Terrorisme au Sahel : Le chef de la diplomatie togolaise appelle à dépasser les réponses militaires face au terrorisme

Le ministre togolais des Affaires étrangères, Robert Dussey, a souligné lundi la nécessité de dépasser les réponses strictement sécuritaires face…

Le ministre togolais des Affaires étrangères, Robert Dussey, a souligné lundi la nécessité de dépasser les réponses strictement sécuritaires face au terrorisme, dans un message relayé par son homologue malien, Abdoulaye Diop.

 

Le chef de la diplomatie togolaise a insisté, lundi 6 avril, sur l’importance d’adopter une approche globale dans la lutte contre le terrorisme en Afrique de l’Ouest et au Sahel.Dans un message publié sur ses réseaux sociaux, dans lequel il a mentionné Abdoulaye Diop, Robert Dussey a affirmé que « la lutte contre le terrorisme et la quête de la paix […] ne peuvent se limiter aux seules réponses militaires ou sécuritaires ».

LA SUITE APRÈS LA PUBLICITÉ



Il a souligné que ces défis « nécessitent également un renforcement des mécanismes d’intégration socio-économique », mettant en avant les causes profondes des crises sécuritaires dans la région.

Le ministre togolais a ainsi plaidé pour une approche combinée fondée sur « la stabilité institutionnelle, l’inclusion sociale et le développement partagé », qu’il juge essentielle pour instaurer une paix durable.

Le message a été relayé par Abdoulaye Diop, traduisant une convergence de vues sur la nécessité d’élargir les réponses face à l’insécurité dans le Sahel.

Cette prise de position s’inscrit dans la continuité des déclarations récentes de Robert Dussey. Fin mars, il avait déjà alerté sur les risques liés à une fragilisation de l’Alliance des États du Sahel (AES), estimant qu’un affaiblissement de ce bloc, composé du Mali, du Burkina Faso et du Niger, pourrait impacter l’ensemble de la région ouest-africaine.

« Pour le Togo, la paix et la sécurité régionales ne peuvent être fragmentées.
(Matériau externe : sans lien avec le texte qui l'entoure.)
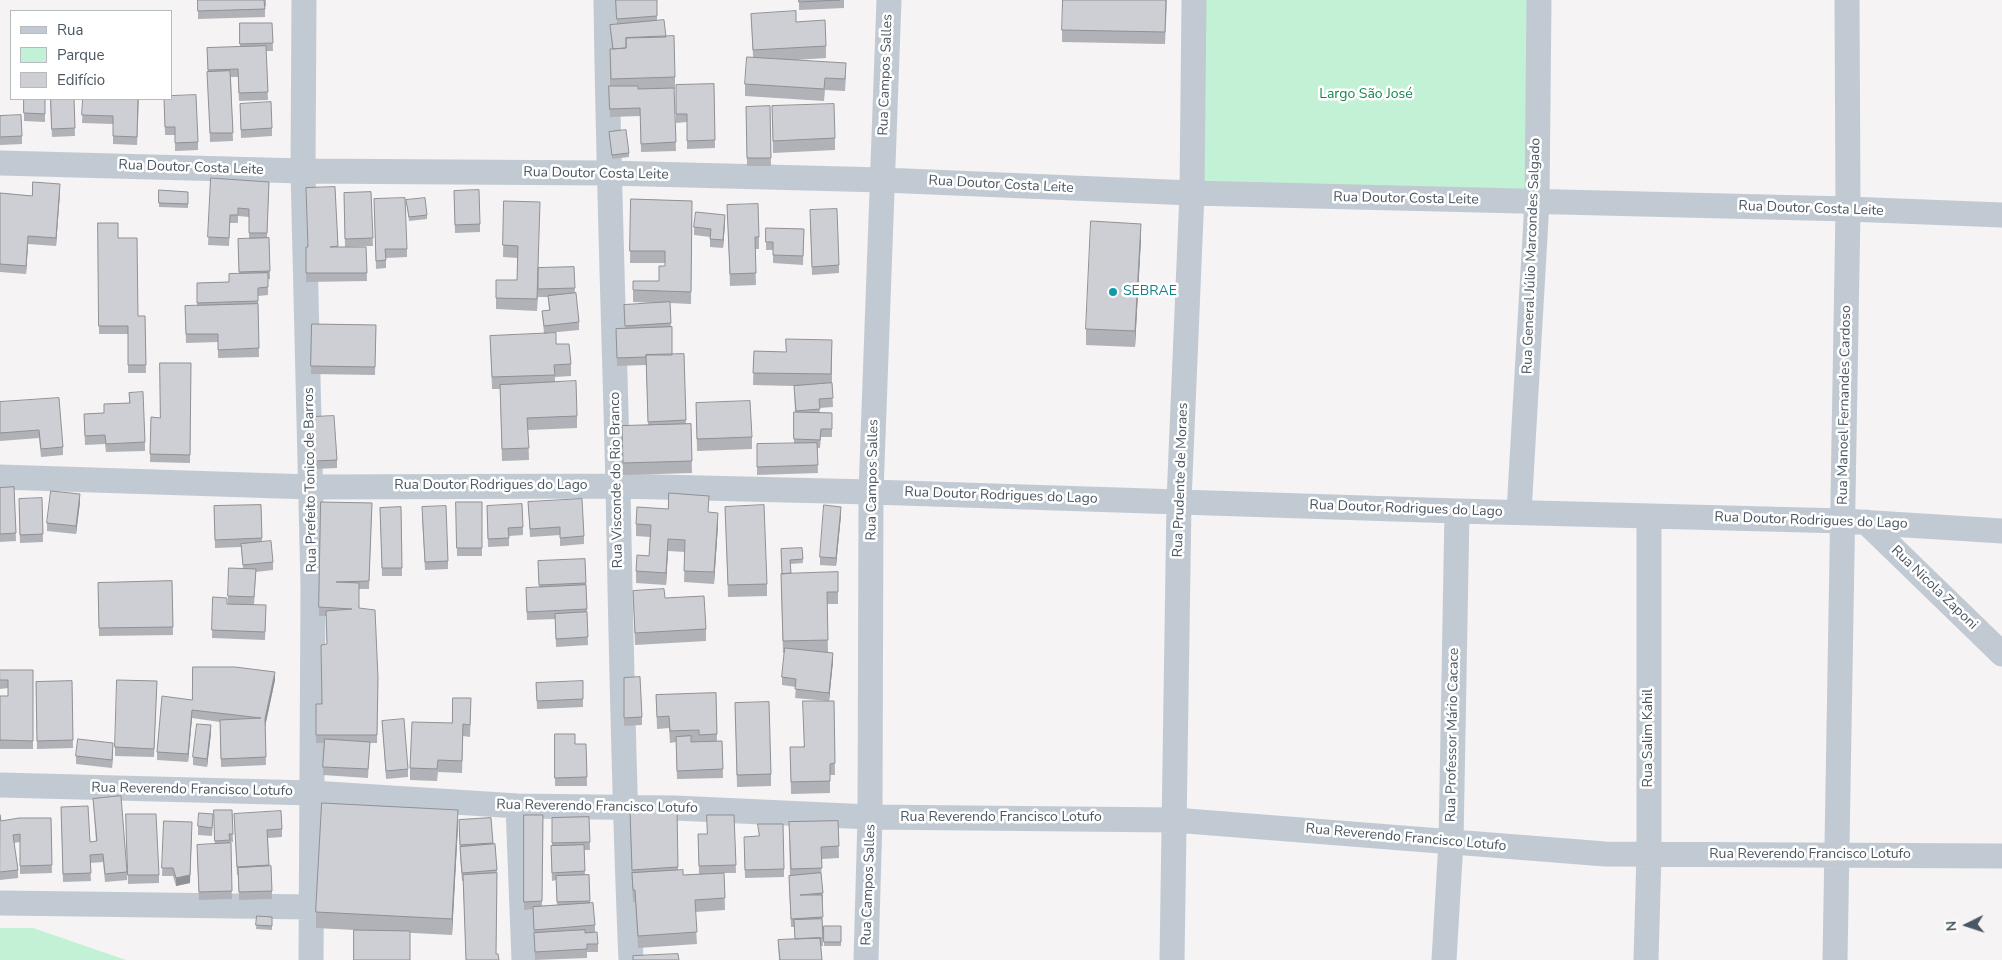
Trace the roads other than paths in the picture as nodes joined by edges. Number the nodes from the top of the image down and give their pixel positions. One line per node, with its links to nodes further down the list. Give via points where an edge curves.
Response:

Si l’AES vacille aujourd’hui, c’est toute la région qui sera menacée », avait-il déclaré, défendant le principe d’une sécurité « indivisible ».

Ces déclarations interviennent dans un contexte d’intensification des initiatives diplomatiques pour maintenir le dialogue sécuritaire au Sahel. Le Représentant spécial de l’Union africaine pour le Mali et le Sahel, Mamadou Tangara, a récemment multiplié les consultations avec les acteurs régionaux.

Il s’est notamment entretenu à Abuja avec le président de la Commission de la Cédéao, Omar Alieu Touray, avant d’être reçu à Freetown par le président sierra-léonais, Julius Maada Bio.

En amont, une mission à Bamako avait permis des échanges avec le président de la transition malienne, Assimi Goïta, en présence d’Abdoulaye Diop, autour du maintien des canaux de dialogue avec les autorités sahéliennes.

Le Sahel demeure aujourd’hui l’épicentre mondial du terrorisme, concentrant plus de la moitié des décès liés à ces violences. Malgré une amélioration relative observée en 2025, avec une baisse des victimes dans certains pays comme le Burkina Faso et le Mali, la région reste la plus exposée.

Elle demeure marquée par la présence active de groupes djihadistes tels que le JNIM et l’État islamique au Sahel, ainsi que par des fragilités structurelles persistantes, notamment le faible contrôle territorial, les instabilités politiques et le manque d’opportunités économiques.

Dans ce contexte, la montée en puissance de l’AES vise à structurer la réponse militaire, sans pour autant occulter la nécessité d’une approche plus large, intégrant les dimensions économiques, sociales et institutionnelles.